[Collected data entries]
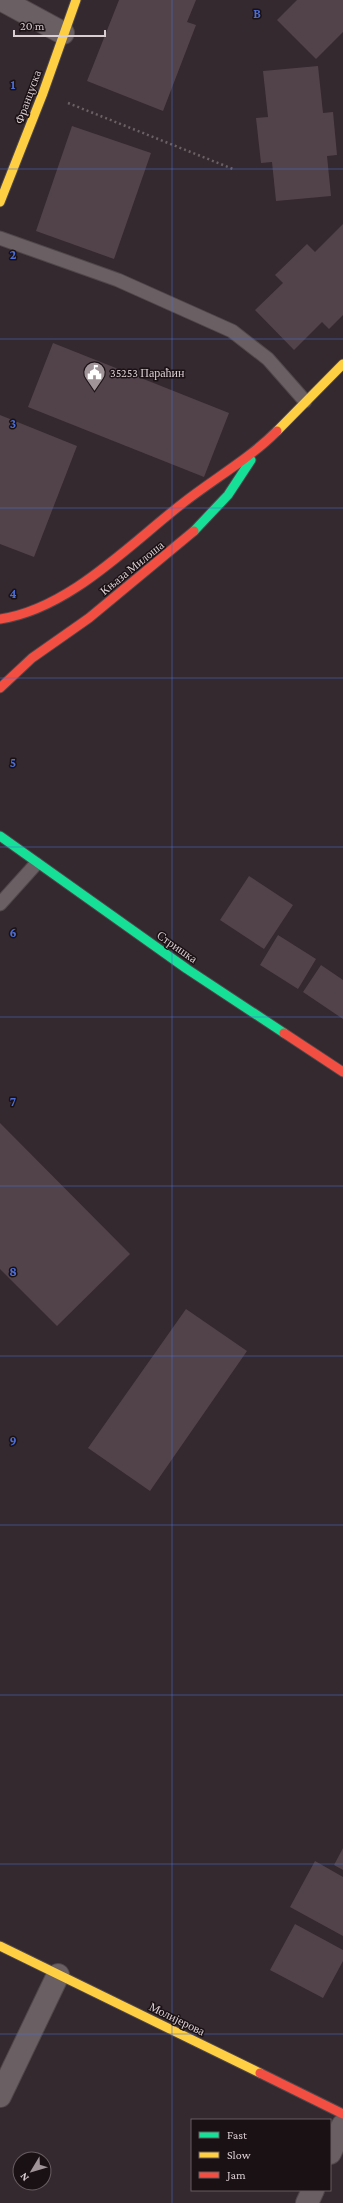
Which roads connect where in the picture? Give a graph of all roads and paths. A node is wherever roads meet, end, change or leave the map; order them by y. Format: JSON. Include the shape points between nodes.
{"nodes":[{"id":1,"x":2,"y":0,"type":"edge"},
{"id":2,"x":76,"y":0,"type":"edge"},
{"id":3,"x":63,"y":33,"type":"junction"},
{"id":4,"x":43,"y":93,"type":"junction"},
{"id":5,"x":233,"y":169,"type":"dead end"},
{"id":6,"x":0,"y":202,"type":"edge"},
{"id":7,"x":0,"y":238,"type":"edge"},
{"id":8,"x":343,"y":364,"type":"edge"},
{"id":9,"x":306,"y":401,"type":"junction"},
{"id":10,"x":260,"y":447,"type":"junction"},
{"id":11,"x":0,"y":619,"type":"edge"},
{"id":12,"x":0,"y":688,"type":"edge"},
{"id":13,"x":0,"y":836,"type":"edge"},
{"id":14,"x":36,"y":864,"type":"junction"},
{"id":15,"x":0,"y":904,"type":"edge"},
{"id":16,"x":343,"y":1072,"type":"edge"},
{"id":17,"x":0,"y":1946,"type":"edge"},
{"id":18,"x":58,"y":1975,"type":"junction"},
{"id":19,"x":0,"y":2096,"type":"edge"},
{"id":20,"x":343,"y":2114,"type":"edge"},
{"id":21,"x":343,"y":2125,"type":"edge"},
{"id":22,"x":331,"y":2151,"type":"edge"},
{"id":23,"x":313,"y":2191,"type":"edge"},
{"id":24,"x":307,"y":2203,"type":"edge"}],
"edges":[{"from":1,"to":3,"type":"street"},
{"from":2,"to":3,"type":"main road","name":"Француска"},
{"from":3,"to":4,"type":"main road","name":"Француска"},
{"from":4,"to":5,"type":"path"},
{"from":4,"to":6,"type":"main road","name":"Француска"},
{"from":7,"to":9,"type":"lane","via":[[118,280],[232,331],[268,359]]},
{"from":8,"to":9,"type":"main road","name":"Књаза Милоша"},
{"from":9,"to":10,"type":"main road","name":"Књаза Милоша"},
{"from":10,"to":11,"type":"main road","name":"Књаза Милоша","via":[[77,586],[33,610],[15,617]]},
{"from":10,"to":12,"type":"main road","name":"Књаза Милоша","via":[[228,495],[186,539],[89,618],[32,658]]},
{"from":13,"to":14,"type":"main road","name":"Стришка"},
{"from":14,"to":15,"type":"lane"},
{"from":14,"to":16,"type":"main road","name":"Стришка","via":[[187,969]]},
{"from":17,"to":18,"type":"main road","name":"Молијерова"},
{"from":18,"to":19,"type":"street"},
{"from":18,"to":20,"type":"main road","name":"Молијерова"},
{"from":21,"to":22,"type":"street"},
{"from":23,"to":24,"type":"street"}]}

• **What is required**: Copy each of the entries above precisely, and drop whatever pictures they hold.

• **Written answer**:
Which roads connect where in the picture? Give a graph of all roads and paths. A node is wherever roads meet, end, change or leave the map; order them by y. Format: JSON. Include the shape points between nodes.
{"nodes":[{"id":1,"x":2,"y":0,"type":"edge"},
{"id":2,"x":76,"y":0,"type":"edge"},
{"id":3,"x":63,"y":33,"type":"junction"},
{"id":4,"x":43,"y":93,"type":"junction"},
{"id":5,"x":233,"y":169,"type":"dead end"},
{"id":6,"x":0,"y":202,"type":"edge"},
{"id":7,"x":0,"y":238,"type":"edge"},
{"id":8,"x":343,"y":364,"type":"edge"},
{"id":9,"x":306,"y":401,"type":"junction"},
{"id":10,"x":260,"y":447,"type":"junction"},
{"id":11,"x":0,"y":619,"type":"edge"},
{"id":12,"x":0,"y":688,"type":"edge"},
{"id":13,"x":0,"y":836,"type":"edge"},
{"id":14,"x":36,"y":864,"type":"junction"},
{"id":15,"x":0,"y":904,"type":"edge"},
{"id":16,"x":343,"y":1072,"type":"edge"},
{"id":17,"x":0,"y":1946,"type":"edge"},
{"id":18,"x":58,"y":1975,"type":"junction"},
{"id":19,"x":0,"y":2096,"type":"edge"},
{"id":20,"x":343,"y":2114,"type":"edge"},
{"id":21,"x":343,"y":2125,"type":"edge"},
{"id":22,"x":331,"y":2151,"type":"edge"},
{"id":23,"x":313,"y":2191,"type":"edge"},
{"id":24,"x":307,"y":2203,"type":"edge"}],
"edges":[{"from":1,"to":3,"type":"street"},
{"from":2,"to":3,"type":"main road","name":"Француска"},
{"from":3,"to":4,"type":"main road","name":"Француска"},
{"from":4,"to":5,"type":"path"},
{"from":4,"to":6,"type":"main road","name":"Француска"},
{"from":7,"to":9,"type":"lane","via":[[118,280],[232,331],[268,359]]},
{"from":8,"to":9,"type":"main road","name":"Књаза Милоша"},
{"from":9,"to":10,"type":"main road","name":"Књаза Милоша"},
{"from":10,"to":11,"type":"main road","name":"Књаза Милоша","via":[[77,586],[33,610],[15,617]]},
{"from":10,"to":12,"type":"main road","name":"Књаза Милоша","via":[[228,495],[186,539],[89,618],[32,658]]},
{"from":13,"to":14,"type":"main road","name":"Стришка"},
{"from":14,"to":15,"type":"lane"},
{"from":14,"to":16,"type":"main road","name":"Стришка","via":[[187,969]]},
{"from":17,"to":18,"type":"main road","name":"Молијерова"},
{"from":18,"to":19,"type":"street"},
{"from":18,"to":20,"type":"main road","name":"Молијерова"},
{"from":21,"to":22,"type":"street"},
{"from":23,"to":24,"type":"street"}]}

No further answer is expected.